Grafik | KI/Hochwasser

Diese Informationen werden von der KI gesammelt und bewertet. Das System vergleicht diese Informationen mit historischen Daten. Also, ob es diesen Pegelstand bei dieser Regenmenge schon einmal gegeben hat. Erkennt die KI in diesem Vergleich ein Muster, soll sie vorhersagen können, ob ein Hochwasser droht, oder nicht.

Kann die KI Menschen ersetzen?

Start-up-Mitgründer Mewes sieht seine KI eher als "einen zusätzlichen Schraubendreher im großen Werkzeugkoffer." Fachwissen bleibt entscheidend, um Daten korrekt zu interpretieren und effektiv im Hochwasserschutz einzusetzen. Diese Meinung teilt auch Christian Kuhlicke, Leiter der Arbeitsgruppe Umweltrisiken und Extremereignisse am Helmholtz-Zentrum für Umweltforschung in Leipzig.
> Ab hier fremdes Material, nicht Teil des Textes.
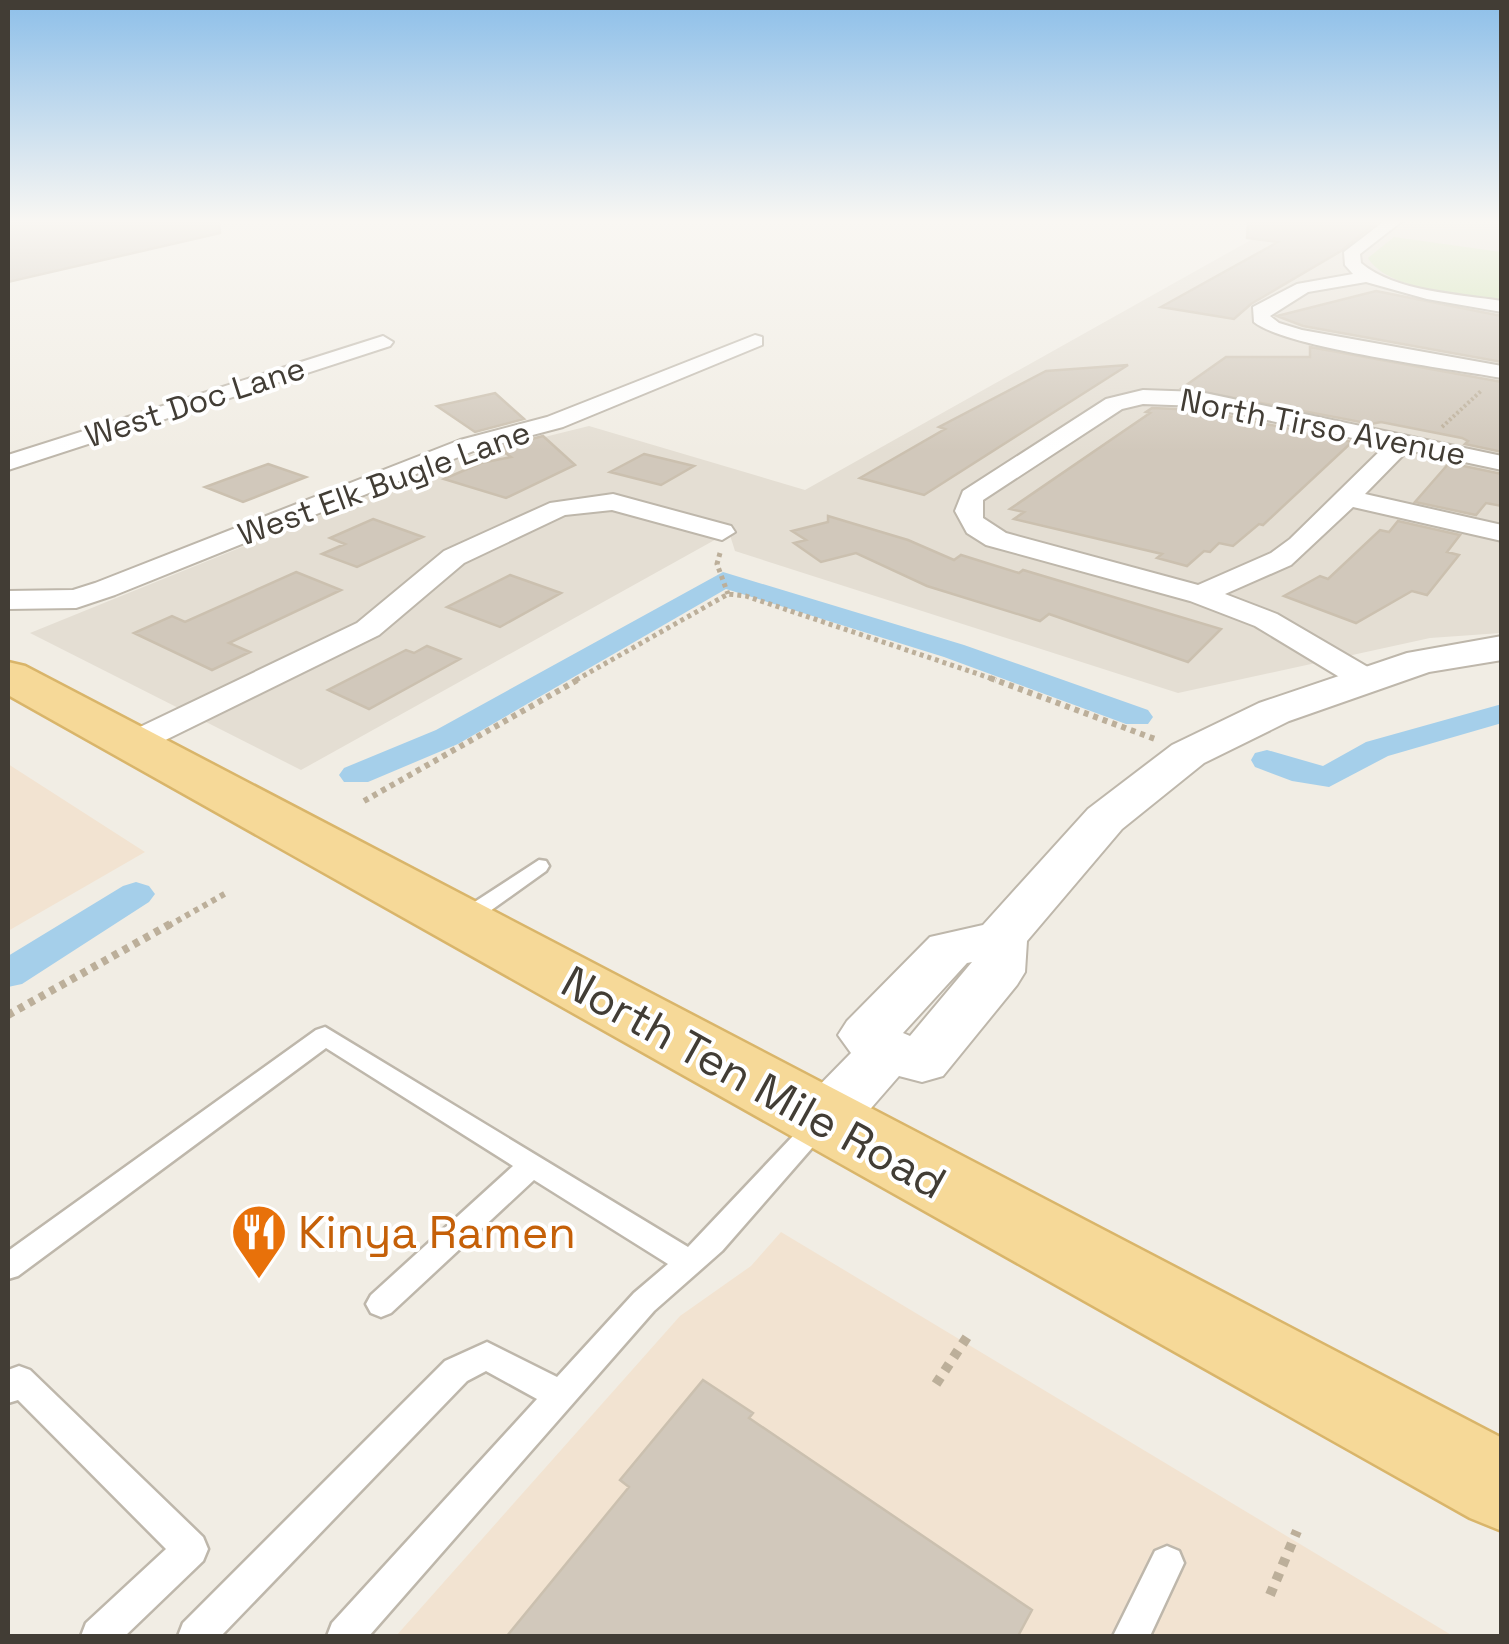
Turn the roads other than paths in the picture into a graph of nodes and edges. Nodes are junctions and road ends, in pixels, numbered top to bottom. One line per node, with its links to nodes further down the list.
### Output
1 (1281, 299): 6 (street)
2 (1454, 299): 3 (street)
3 (1502, 307)
4 (755, 341): 14 (street, West Elk Bugle Lane)
5 (383, 342): 8 (street, West Doc Lane)
6 (1495, 378)
7 (1402, 442): 9 (street, North Tirso Avenue); 10 (street); 13 (street, North Tirso Avenue)
8 (8, 462)
9 (1502, 463)
10 (1347, 498): 12 (street); 13 (street)
11 (722, 532): 18 (street)
12 (1502, 533)
13 (1200, 595): 17 (street)
14 (8, 600)
15 (1502, 648): 17 (street)
16 (8, 676): 18 (main road, North Ten Mile Road)
17 (1367, 680): 21 (street)
18 (131, 744): 20 (main road, North Ten Mile Road)
19 (538, 866): 20 (lane)
20 (460, 922): 21 (main road, North Ten Mile Road)
21 (823, 1121): 23 (lane); 28 (main road, North Ten Mile Road)
22 (531, 1166): 23 (lane); 24 (lane); 25 (lane)
23 (690, 1263): 27 (lane)
24 (8, 1267)
25 (381, 1304)
26 (8, 1389): 30 (lane)
27 (562, 1396): 31 (lane); 32 (lane)
28 (1502, 1487)
29 (1166, 1563): 33 (lane)
30 (99, 1636)
31 (196, 1636)
32 (345, 1636)
33 (1131, 1636)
Für ihn stellt die KI eine wertvolle Ergänzung zu bestehenden Modellen dar, die möglicherweise einen Wendepunkt markieren könnte. "Je früher und umfassender gerade die kommunale Ebene informiert ist, desto besser können Warnungen ausgesprochen werden“, betont Kuhlicke.

Der Sensor misst über Radar den Wasserpegel

In Plastikboxen stecken Sensoren, die den Wasserpegel messen.

Mewes sieht das Potenzial seiner KI vor allem bei Hochwassereinsätzen: "Die größte Zukunft für künstliche Intelligenz sehe ich in der nahezu Echtzeit-Erstellung von Lagebildern für Einsatzstäbe, besonders für THW, Feuerwehr, aber auch für Bürgermeister und Landräte.“

Allerdings bleibt die Entscheidung über konkrete Maßnahmen wie Evakuierungen weiterhin in politischer Hand. "Ob Krankenhäuser evakuiert werden oder Schüler besser nicht zur Schule gehen, ist weiterhin eine politische Entscheidung“, erklärt Kuhlicke.

Die Grenzen der KI

Das System kann Menschen zwar rechtzeitig warnen, aber die KI kann nicht verhindern, dass es zu Überflutungen kommt. Bestehende Deiche müssten an neue Standards angepasst werden, sagt Georg Johann von der Emschergenossenschaft. Der Hydrologe kümmert sich um die Gewässer rund um die Flüsse Emscher und Lippe. Seine Aufgabe ist, die Region vor Hochwasser zu schützen. Besonders problematisch ist im Ruhrgebiet dabei der Platzmangel: Nach starkem Regen hat das Wasser kaum die Möglichkeit abzufließen.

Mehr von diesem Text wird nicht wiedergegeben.